Dataset records:
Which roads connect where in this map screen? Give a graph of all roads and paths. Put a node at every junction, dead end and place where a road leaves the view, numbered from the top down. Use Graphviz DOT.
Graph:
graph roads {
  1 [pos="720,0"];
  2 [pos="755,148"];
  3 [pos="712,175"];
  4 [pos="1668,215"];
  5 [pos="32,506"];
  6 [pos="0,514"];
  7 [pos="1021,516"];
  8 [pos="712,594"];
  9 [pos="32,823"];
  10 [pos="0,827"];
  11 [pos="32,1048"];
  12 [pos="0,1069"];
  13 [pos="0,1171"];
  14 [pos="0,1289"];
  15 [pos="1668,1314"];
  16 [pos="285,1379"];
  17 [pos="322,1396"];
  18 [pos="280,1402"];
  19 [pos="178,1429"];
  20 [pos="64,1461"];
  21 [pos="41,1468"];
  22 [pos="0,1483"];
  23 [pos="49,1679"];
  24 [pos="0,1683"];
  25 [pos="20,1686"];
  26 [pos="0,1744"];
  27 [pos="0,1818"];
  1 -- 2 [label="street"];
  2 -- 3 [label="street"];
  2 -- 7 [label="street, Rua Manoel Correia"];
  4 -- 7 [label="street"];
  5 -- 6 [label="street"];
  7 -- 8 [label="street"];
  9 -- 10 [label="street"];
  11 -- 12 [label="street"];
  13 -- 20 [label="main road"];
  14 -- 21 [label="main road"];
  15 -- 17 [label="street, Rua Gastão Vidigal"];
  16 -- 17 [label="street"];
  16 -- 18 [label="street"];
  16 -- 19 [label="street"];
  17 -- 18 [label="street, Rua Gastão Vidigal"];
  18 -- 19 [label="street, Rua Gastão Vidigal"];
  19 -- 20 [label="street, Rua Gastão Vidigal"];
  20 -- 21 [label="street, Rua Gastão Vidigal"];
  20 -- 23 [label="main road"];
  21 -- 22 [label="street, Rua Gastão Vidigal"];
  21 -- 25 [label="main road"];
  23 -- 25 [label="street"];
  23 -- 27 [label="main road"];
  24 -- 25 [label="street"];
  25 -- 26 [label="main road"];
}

## What needs to be done
Your response should be the lines of the entries above that include the string "Vidigal".

## Solution
  15 -- 17 [label="street, Rua Gastão Vidigal"];
  17 -- 18 [label="street, Rua Gastão Vidigal"];
  18 -- 19 [label="street, Rua Gastão Vidigal"];
  19 -- 20 [label="street, Rua Gastão Vidigal"];
  20 -- 21 [label="street, Rua Gastão Vidigal"];
  21 -- 22 [label="street, Rua Gastão Vidigal"];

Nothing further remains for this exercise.